NEW DELHI: The Supreme Court on Monday sought the UP government’s response to a PIL seeking a CBI probe, monitored by a retired SC judge, into controversial police encounters in the state.
Appearing for petitioner People’s Union for Civil Liberties (PUCL), advocate Sanjay Parekh told a bench of Chief Justice Dipak Misra and Justices A M Khanwilkar and D Y Chandrachud that the NGO intended to bring to the SC’s notice “incidents of massive administrative liquidation taking place in UP in blatant violation of rule of law, legal and constitutional protection available to citizens, including right to life”.
The CJI-led bench asked PUCL to give a copy of the petition to UP’s additional advocate general Aishwarya Bhati and asked her to file the state’s response to the petiton within two weeks. The SC posted the matter for further hearing after three weeks.
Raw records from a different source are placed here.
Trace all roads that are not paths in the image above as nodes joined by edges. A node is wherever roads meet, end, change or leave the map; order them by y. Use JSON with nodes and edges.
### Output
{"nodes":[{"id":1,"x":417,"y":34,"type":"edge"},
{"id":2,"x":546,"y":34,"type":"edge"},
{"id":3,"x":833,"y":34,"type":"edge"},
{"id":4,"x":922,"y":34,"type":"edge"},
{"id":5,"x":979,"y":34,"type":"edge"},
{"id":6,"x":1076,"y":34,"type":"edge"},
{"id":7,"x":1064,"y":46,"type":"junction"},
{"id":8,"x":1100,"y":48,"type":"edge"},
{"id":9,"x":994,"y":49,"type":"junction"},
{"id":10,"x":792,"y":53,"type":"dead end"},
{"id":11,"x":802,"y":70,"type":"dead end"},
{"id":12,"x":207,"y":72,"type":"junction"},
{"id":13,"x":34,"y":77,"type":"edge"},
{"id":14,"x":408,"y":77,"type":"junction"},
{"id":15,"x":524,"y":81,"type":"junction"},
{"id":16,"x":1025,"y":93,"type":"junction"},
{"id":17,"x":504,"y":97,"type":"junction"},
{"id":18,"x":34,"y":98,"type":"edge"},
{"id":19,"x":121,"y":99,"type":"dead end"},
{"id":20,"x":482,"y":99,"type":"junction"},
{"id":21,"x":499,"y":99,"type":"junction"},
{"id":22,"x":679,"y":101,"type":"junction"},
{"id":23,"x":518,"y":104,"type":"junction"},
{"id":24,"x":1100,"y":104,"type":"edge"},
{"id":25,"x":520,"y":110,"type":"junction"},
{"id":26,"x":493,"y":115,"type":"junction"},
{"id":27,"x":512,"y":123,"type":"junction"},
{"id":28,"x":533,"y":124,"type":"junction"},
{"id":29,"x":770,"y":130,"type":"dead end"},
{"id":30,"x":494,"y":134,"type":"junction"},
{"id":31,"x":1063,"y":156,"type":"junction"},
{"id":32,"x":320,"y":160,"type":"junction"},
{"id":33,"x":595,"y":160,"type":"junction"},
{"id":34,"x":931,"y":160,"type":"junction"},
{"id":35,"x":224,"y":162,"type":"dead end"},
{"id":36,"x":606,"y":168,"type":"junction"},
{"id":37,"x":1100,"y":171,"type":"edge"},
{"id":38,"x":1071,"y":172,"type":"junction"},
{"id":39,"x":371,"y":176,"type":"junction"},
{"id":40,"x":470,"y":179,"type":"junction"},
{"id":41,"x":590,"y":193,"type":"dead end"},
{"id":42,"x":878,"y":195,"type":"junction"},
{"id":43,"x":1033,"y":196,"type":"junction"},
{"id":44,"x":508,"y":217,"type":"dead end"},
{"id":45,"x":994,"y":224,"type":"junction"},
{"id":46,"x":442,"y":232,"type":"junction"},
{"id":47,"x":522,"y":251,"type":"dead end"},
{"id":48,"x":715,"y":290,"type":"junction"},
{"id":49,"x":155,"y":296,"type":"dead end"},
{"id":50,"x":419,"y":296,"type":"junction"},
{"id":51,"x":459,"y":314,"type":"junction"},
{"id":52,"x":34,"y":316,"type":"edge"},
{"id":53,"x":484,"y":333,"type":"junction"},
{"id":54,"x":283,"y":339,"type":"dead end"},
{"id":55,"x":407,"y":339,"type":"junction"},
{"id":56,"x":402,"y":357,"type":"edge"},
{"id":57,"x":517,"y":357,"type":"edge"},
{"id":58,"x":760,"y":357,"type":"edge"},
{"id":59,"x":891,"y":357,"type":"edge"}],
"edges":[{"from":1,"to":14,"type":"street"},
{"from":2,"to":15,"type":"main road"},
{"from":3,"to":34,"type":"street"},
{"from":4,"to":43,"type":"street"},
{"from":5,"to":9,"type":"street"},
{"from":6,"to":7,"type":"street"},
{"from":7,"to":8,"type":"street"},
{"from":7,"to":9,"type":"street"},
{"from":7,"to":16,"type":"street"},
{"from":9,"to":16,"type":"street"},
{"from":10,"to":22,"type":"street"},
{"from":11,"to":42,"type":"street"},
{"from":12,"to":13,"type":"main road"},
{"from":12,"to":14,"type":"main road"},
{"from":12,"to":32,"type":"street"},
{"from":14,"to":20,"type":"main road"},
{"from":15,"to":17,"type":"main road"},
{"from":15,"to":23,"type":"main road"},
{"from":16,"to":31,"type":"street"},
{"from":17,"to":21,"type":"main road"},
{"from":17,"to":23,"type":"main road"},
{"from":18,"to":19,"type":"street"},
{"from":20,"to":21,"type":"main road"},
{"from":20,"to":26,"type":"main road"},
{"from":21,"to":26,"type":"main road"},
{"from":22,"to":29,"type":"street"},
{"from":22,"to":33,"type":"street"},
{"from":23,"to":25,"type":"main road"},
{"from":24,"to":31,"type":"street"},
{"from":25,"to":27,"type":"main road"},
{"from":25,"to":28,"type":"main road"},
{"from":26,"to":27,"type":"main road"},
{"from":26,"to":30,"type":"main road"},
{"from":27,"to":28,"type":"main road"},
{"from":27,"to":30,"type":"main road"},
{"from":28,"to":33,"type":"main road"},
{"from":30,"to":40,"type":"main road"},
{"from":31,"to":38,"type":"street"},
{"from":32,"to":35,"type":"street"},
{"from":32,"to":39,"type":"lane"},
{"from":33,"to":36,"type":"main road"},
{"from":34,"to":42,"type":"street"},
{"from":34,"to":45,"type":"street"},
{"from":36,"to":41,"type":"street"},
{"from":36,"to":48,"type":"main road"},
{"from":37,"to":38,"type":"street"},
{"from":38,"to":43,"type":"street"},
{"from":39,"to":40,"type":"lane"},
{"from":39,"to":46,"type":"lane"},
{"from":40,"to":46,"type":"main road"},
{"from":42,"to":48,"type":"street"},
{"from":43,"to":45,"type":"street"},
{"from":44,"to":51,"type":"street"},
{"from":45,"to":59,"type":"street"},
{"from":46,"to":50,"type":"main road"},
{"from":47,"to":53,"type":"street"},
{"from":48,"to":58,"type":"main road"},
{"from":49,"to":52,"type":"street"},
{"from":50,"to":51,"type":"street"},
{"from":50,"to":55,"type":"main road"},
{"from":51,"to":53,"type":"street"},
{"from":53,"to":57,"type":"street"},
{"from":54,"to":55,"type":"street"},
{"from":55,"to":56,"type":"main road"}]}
PUCL, in its petition, said: “Facts available in public domain reveal that over 1,100 encounters have taken place in the past year, wherein 49 persons were killed and 370 were injured.” Parekh said UP police was in gross violation of the SC-declared law as police had gone about carrying out ‘encounters’ with impunity. It quoted the CM as having said on November 19 last year that “everyone should be guaranteed security, but those who want to disturb peace of society and believe in the gun, should be given the answer in the language of the gun itself”.
Encounters self-defence against criminals, says UP Police ADG: “Proliferating gun culture has given criminals the audacity to fire at police. Encounters are not a part of state policy, they are an act of self-defence by policemen being fired upon by criminals,” Anand Kumar, additional director-general (law and order) said.